A downtime will be experienced only between the save and restore steps, while the most time consuming part of the process, backing up the disk, can be delayed. The XML, RAM state and HDD snapshot contain all the data required to re-spawn an identical consistent copy of our virtual machine, as at the time of the backup. NOTE: the clock might cause problems if not adjusted, if some applications rely on it. Ntp can take care of that.

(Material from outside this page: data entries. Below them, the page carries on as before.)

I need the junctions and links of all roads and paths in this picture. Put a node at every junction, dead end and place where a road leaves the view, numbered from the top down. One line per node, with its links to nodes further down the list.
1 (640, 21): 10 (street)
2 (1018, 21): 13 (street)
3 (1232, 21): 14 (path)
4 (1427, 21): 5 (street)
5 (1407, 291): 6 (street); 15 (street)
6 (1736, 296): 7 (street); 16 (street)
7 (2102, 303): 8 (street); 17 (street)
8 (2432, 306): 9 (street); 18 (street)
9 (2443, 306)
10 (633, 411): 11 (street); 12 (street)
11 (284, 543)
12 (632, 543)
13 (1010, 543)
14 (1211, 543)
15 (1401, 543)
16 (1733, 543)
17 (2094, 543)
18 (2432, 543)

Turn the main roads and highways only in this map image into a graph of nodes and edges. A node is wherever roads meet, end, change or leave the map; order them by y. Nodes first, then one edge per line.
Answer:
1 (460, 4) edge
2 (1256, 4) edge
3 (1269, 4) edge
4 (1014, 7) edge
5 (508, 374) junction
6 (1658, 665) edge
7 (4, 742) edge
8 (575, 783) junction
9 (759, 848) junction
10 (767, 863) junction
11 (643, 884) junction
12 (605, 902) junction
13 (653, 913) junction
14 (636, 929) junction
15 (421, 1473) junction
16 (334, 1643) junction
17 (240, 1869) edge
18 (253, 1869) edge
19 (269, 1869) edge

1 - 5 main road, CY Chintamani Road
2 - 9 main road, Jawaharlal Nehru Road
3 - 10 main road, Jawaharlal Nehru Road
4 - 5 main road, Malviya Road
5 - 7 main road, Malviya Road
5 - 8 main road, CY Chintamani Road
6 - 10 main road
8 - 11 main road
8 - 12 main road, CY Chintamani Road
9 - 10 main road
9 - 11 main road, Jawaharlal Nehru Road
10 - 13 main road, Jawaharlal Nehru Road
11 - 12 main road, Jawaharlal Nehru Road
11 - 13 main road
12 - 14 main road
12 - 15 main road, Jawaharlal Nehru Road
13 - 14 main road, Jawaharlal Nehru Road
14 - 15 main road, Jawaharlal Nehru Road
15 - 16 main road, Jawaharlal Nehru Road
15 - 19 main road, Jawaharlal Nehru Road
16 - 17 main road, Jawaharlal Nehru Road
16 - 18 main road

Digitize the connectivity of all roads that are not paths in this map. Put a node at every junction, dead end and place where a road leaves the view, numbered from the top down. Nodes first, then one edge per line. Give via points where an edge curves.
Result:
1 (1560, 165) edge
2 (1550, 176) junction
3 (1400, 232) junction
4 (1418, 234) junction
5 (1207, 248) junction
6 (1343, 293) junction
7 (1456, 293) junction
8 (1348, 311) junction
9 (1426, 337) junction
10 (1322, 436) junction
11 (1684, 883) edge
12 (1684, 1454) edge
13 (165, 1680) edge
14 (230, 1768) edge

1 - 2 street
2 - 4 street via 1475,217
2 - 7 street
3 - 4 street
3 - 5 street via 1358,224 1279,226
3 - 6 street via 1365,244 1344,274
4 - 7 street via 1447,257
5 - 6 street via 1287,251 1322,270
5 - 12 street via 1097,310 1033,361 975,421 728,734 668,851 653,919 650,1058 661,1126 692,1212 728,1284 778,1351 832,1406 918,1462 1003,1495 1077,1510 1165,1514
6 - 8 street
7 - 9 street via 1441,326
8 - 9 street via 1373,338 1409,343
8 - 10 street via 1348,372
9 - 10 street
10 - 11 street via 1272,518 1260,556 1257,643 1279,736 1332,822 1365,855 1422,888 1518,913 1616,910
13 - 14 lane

A fast and dirty implementation of this technique, for my particular setup, can be found on our gitweb [2]. A more complete but complex solution is Daniel Berteaud’s perl script [3], which I frankly did not test myself.

Docker Containers

A common use case is to run docker inside the virtual guests, which makes it an integral part of my ‘KVM Adventures’. I prefer to remap docker’s root user to a non-privileged user of my host, as well as utilize syslog instead of the default json-file driver. This is reflected by the following config:

/etc/docker/daemon.json:

    {
                  "userns-remap": "miguel",
                  "log-driver": "syslog"
    }

Optionally you can tell rsyslog to log deamon.* entries into a separate file and adjust logrotation as outlined here [5].

Miscellaneous

    virt-host-validate # validate host virtualization setup

Use this RedHat virtio drivers when you install win10 [6].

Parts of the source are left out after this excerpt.